Recorded information Start Marker

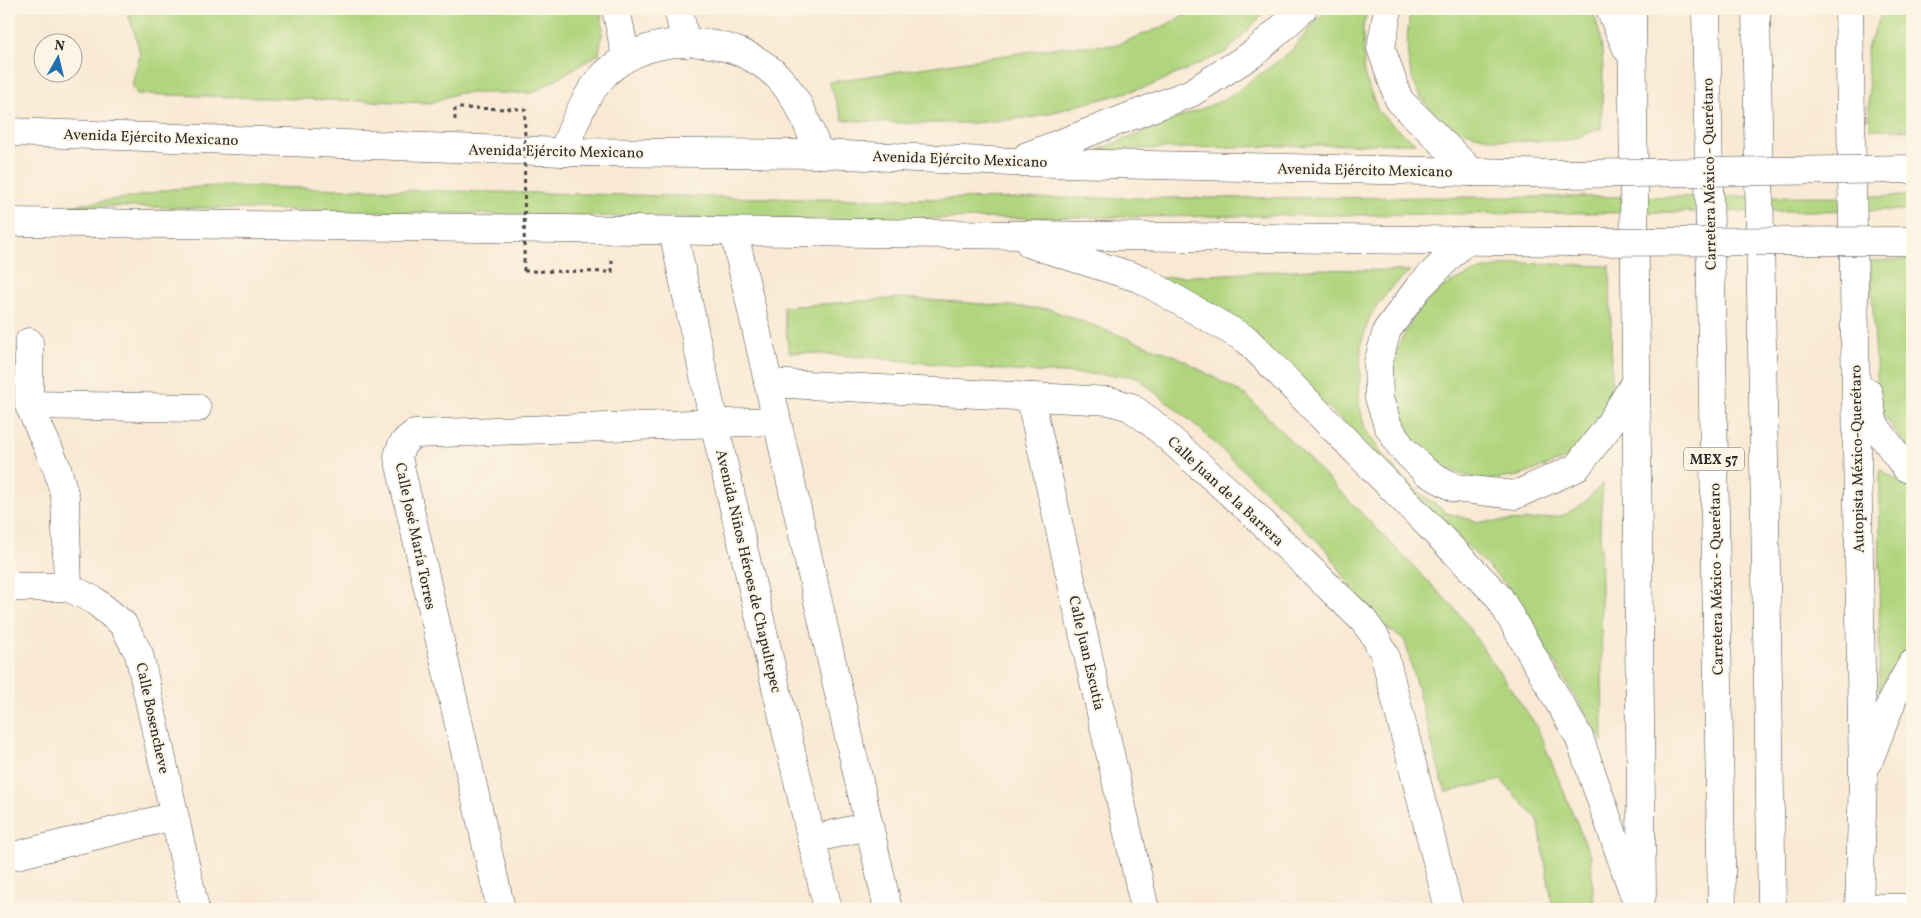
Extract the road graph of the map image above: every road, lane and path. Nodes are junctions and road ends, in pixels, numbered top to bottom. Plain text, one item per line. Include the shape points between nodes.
1 (616, 9) edge
2 (678, 9) edge
3 (1303, 9) edge
4 (1388, 9) edge
5 (1610, 9) edge
6 (1632, 9) edge
7 (1706, 9) edge
8 (1756, 9) edge
9 (1850, 9) edge
10 (1866, 9) edge
11 (686, 43) junction
12 (1850, 44) junction
13 (626, 57) junction
14 (1632, 62) junction
15 (455, 108) dead end
16 (9, 132) edge
17 (563, 152) junction
18 (819, 154) junction
19 (1012, 162) junction
20 (1912, 169) edge
21 (1472, 172) junction
22 (9, 222) edge
23 (673, 231) junction
24 (734, 232) junction
25 (1000, 235) junction
26 (1465, 241) junction
27 (1912, 241) edge
28 (612, 272) dead end
29 (1855, 325) junction
30 (29, 342) dead end
31 (768, 383) junction
32 (1635, 383) junction
33 (1030, 397) junction
34 (29, 405) junction
35 (198, 408) dead end
36 (776, 421) junction
37 (714, 424) junction
38 (1912, 470) edge
39 (9, 587) edge
40 (68, 587) junction
41 (1912, 664) edge
42 (1863, 779) junction
43 (174, 816) junction
44 (868, 826) junction
45 (813, 839) junction
46 (9, 857) edge
47 (1912, 908) edge
48 (195, 909) edge
49 (500, 909) edge
50 (828, 909) edge
51 (888, 909) edge
52 (1145, 909) edge
53 (1449, 909) edge
54 (1640, 909) edge
55 (1722, 909) edge
56 (1772, 909) edge
57 (1859, 909) edge

1 - 13 main road
2 - 11 main road
3 - 19 main road via 1254,53 1191,93
4 - 21 main road via 1381,48 1399,100
5 - 14 main road
6 - 14 main road
7 - 55 main road, Carretera México - Querétaro / MEX 57
8 - 56 main road, MEX 57
9 - 12 main road, Autopista México-Querétaro
10 - 12 main road
11 - 13 main road via 665,44
11 - 18 main road via 704,43 759,60 780,78 805,116
12 - 29 main road, Autopista México-Querétaro
13 - 17 main road via 593,88 579,110
14 - 32 main road
15 - 28 path, bridge via 525,109 524,271
16 - 17 main road, Avenida Ejército Mexicano
17 - 18 main road, Avenida Ejército Mexicano
18 - 19 main road, Avenida Ejército Mexicano
19 - 21 main road, Avenida Ejército Mexicano
20 - 21 main road, Avenida Ejército Mexicano, bridge via 1567,174
22 - 23 main road
23 - 24 main road
23 - 37 main road, Avenida Niños Héroes de Chapultepec
24 - 25 main road
24 - 31 main road
25 - 26 main road
25 - 54 main road via 1141,279 1247,340 1499,597 1579,737
26 - 27 main road, bridge
26 - 32 main road via 1419,286 1392,323 1378,362 1380,398 1388,426 1402,448 1426,472 1454,488 1515,495 1576,468 1606,431
29 - 38 main road via 1874,424 1906,468
29 - 42 main road, Autopista México-Querétaro
30 - 34 main road
31 - 33 main road, Calle Juan de la Barrera
31 - 36 main road
32 - 54 main road
33 - 52 main road, Calle Juan Escutia
33 - 53 main road, Calle Juan de la Barrera via 1110,401 1130,407 1248,509 1363,620 1384,653
34 - 35 main road
34 - 40 main road via 57,468 64,497
36 - 37 main road, Calle José María Torres
36 - 44 main road
37 - 45 main road, Avenida Niños Héroes de Chapultepec
37 - 49 main road, Calle José María Torres via 414,434 400,447 398,457
39 - 40 main road, Calle Bosencheve
40 - 43 main road, Calle Bosencheve via 95,601 123,624 139,654
41 - 42 main road via 1893,698
42 - 57 main road, Autopista México-Querétaro
43 - 46 main road
43 - 48 main road, Calle Bosencheve
44 - 45 main road
44 - 51 main road
45 - 50 main road, Avenida Niños Héroes de Chapultepec
47 - 57 main road

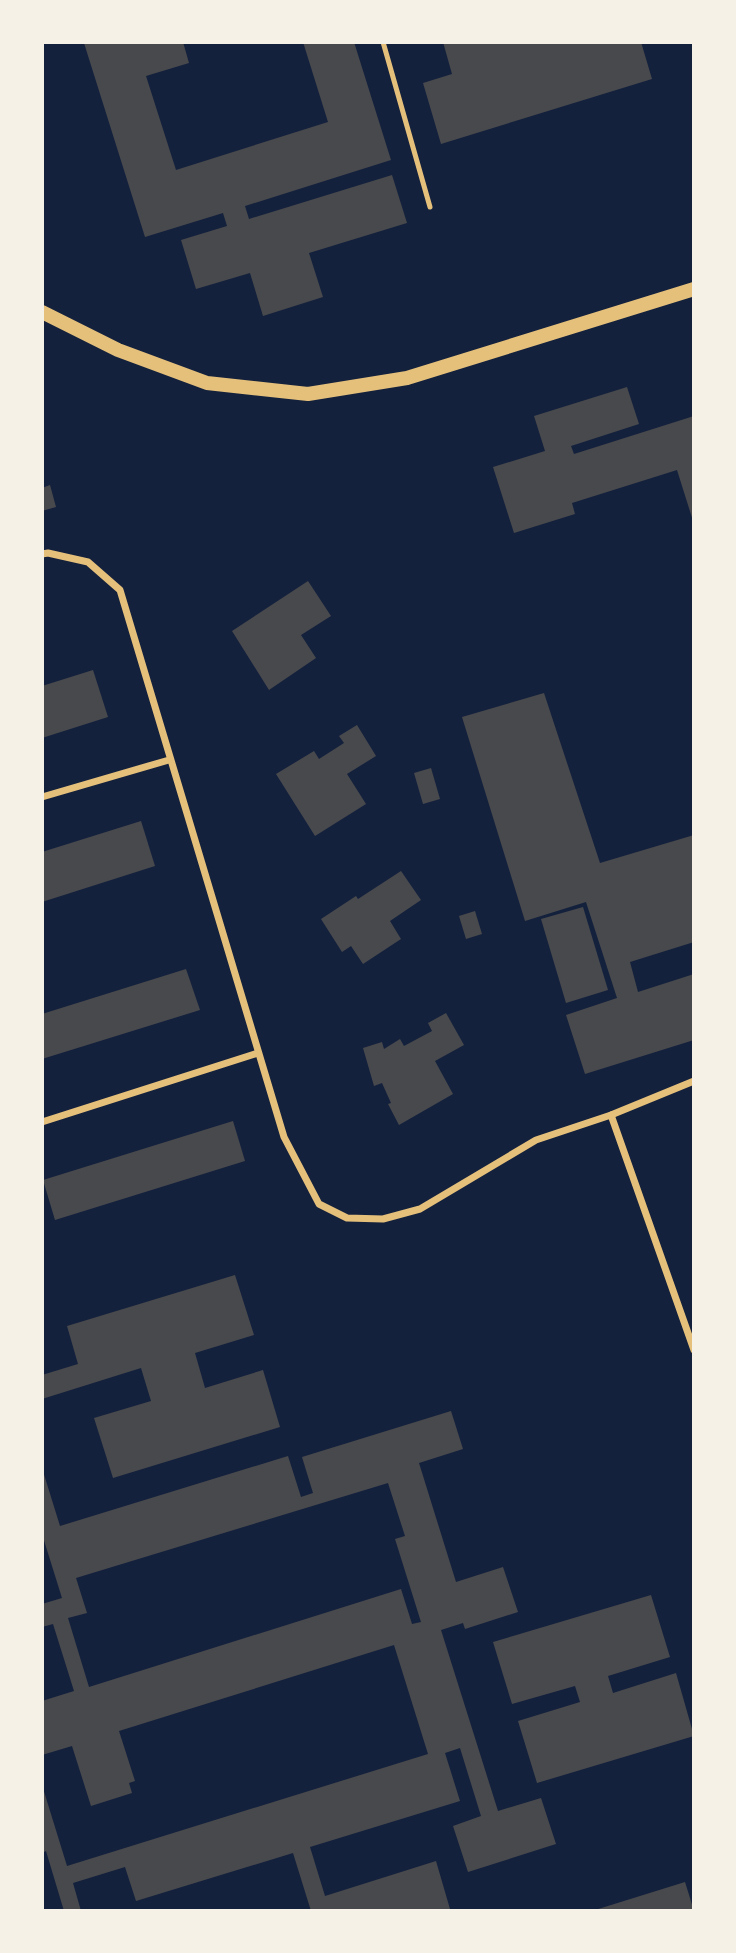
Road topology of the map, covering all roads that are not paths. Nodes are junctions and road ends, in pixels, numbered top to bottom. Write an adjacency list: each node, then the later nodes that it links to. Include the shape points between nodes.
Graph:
1 (383, 42): 2 (lane)
2 (430, 207)
3 (694, 289): 4 (main road, via 407,378 308,394 207,383 118,350)
4 (42, 312)
5 (42, 554): 6 (street, via 88,562 120,590)
6 (169, 760): 7 (street); 8 (street)
7 (42, 797)
8 (258, 1053): 10 (street, via 284,1137 319,1204 347,1219 383,1219 420,1209 536,1140); 11 (street)
9 (694, 1081): 10 (street)
10 (611, 1115): 12 (street)
11 (42, 1122)
12 (694, 1350)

Recorded information End Marker

• **Directions for this task**:
Count every line above that holds the word "José", and state the number and nothing more.

• **Answer area**:
2